Dass der deutsche Genrefilm seit Jahrzehnten mit Schnappatmung am Boden liegt, ist ein offenes Geheimnis. Viel lieber werfen Studios und Produzenten in Dauerschleife langweilige Krimis, „Betroffenheitsdramen“ [1] oder unsinnige Komödien als Massenware auf den gelangweilten Kinomarkt. Ja, gewiss, es gibt immer wieder den ein oder anderen Lichtblick, gerade in den letzten Jahren. Filme wie TEARS OF KALI (2004), ANTIKÖRPER (2005), DIE FARBE (2010), RAMMBOCK (2010), WIR SIND DIE NACHT (2010), EXTINCTION – THE G.M.O. CHRONICLES (2011), MASKS (2011), DER NACHTMAHR (2015), die Anthologie GERMAN ANGST (2015) und WIR SIND DIE FLUT (2016) lassen aufhorchen. Vor einigen Jahren erschien weitestgehend unbeachtet ein faszinierender Serienkiller unter dem Titel SCARS OF XAVIER (2017) der überzeugen konnte oder der spannende Science-Fiction-Film S.U.M. 1 (SUM 1, 2017). Eher unbeachtet erschienen LOCKDOWN – DIE STUNDE NULL (2017) und die kleine Produktion IMMIGRATION GAME (2017). Vergessen wir nicht die neuste deutsche Zombie-Apokalypse ENDZEIT (2018) sowie die aktuelle Weihnachtsanthologie DEATHCEMBER (2019). Bei der scheinbar großen Anzahl an Filmen keimt sofort die Hoffnung auf, dass im neuen Jahrtausend die lang erwartete Wiederauferstehung des deutschen Genrefilms schon im Gange ist. Freuen wir uns jedoch nicht zu früh. Zu wünschen wäre es diesem zu Unrecht verstoßenem Zweig der deutschen Filmkunst allemal. Wer sich ausführlicher mit den desaströsen, zum Teil mafiaähnlichen Zuständen in der deutschen Filmförderung befassen möchte, dem empfehle ich Michael Cholewas Bestandsaufnahme von 2019 [1].

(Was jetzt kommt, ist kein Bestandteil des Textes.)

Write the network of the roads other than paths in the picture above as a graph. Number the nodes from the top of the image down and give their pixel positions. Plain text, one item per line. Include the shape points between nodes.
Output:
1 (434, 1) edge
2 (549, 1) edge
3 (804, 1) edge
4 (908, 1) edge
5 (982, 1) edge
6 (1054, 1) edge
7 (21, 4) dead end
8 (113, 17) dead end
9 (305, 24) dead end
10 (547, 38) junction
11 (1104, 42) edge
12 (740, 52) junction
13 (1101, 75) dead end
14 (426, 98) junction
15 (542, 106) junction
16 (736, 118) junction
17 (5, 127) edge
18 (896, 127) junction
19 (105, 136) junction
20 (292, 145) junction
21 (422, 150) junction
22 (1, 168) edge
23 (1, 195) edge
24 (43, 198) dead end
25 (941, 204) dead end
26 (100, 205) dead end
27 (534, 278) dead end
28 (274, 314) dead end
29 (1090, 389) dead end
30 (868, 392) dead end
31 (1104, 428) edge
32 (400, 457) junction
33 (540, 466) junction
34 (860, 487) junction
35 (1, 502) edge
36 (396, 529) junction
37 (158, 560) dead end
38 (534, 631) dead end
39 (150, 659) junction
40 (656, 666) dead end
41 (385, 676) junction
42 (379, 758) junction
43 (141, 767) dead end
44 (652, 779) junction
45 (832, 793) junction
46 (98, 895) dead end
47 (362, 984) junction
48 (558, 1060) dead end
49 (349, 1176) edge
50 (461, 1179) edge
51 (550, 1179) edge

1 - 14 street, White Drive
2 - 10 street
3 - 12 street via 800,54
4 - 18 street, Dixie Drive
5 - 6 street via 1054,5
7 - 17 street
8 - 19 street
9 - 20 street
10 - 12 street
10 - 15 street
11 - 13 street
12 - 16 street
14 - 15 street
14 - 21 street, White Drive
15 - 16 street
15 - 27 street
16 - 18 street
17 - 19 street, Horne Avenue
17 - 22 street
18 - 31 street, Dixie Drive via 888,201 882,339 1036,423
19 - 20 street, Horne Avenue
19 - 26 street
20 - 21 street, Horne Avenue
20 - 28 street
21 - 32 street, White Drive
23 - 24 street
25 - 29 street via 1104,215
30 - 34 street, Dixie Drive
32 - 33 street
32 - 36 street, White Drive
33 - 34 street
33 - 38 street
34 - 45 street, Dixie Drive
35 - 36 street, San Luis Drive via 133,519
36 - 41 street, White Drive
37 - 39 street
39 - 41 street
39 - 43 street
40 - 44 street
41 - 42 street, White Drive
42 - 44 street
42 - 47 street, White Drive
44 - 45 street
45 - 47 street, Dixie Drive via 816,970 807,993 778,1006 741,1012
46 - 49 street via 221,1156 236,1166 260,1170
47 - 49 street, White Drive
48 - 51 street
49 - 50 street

© Sky Deutschland, Lago Film GmbH, Reiner Bajo

Handlung

Nach dem Tod seiner Mutter ziehen der 15-jährige Juri (Tristan Göbel) und sein Vater Jaschek (Charlie Hübner) in einen heruntergekommenen Plattenbau am Rande der Stadt. Während Jaschek versucht, als Hausmeister des maroden Gebäudes eine neue Existenz für sich und seinen Sohn aufzubauen, entdeckt Juri nach und nach, dass das Haus ein bösartiges Eigenleben besitzt. Über viele Jahre hinweg hat sich hier etwas Dunkles eingenistet, das schleichend vom Schmerz und dem Leid seiner Bewohner lebt. Juri muss nicht nur die feindseligen und apathischen Bewohner zur Zusammenarbeit bewegen, sondern sich auch gegen das Regime seines Vaters auflehnen, wenn sie diesen Alptraum überleben wollen.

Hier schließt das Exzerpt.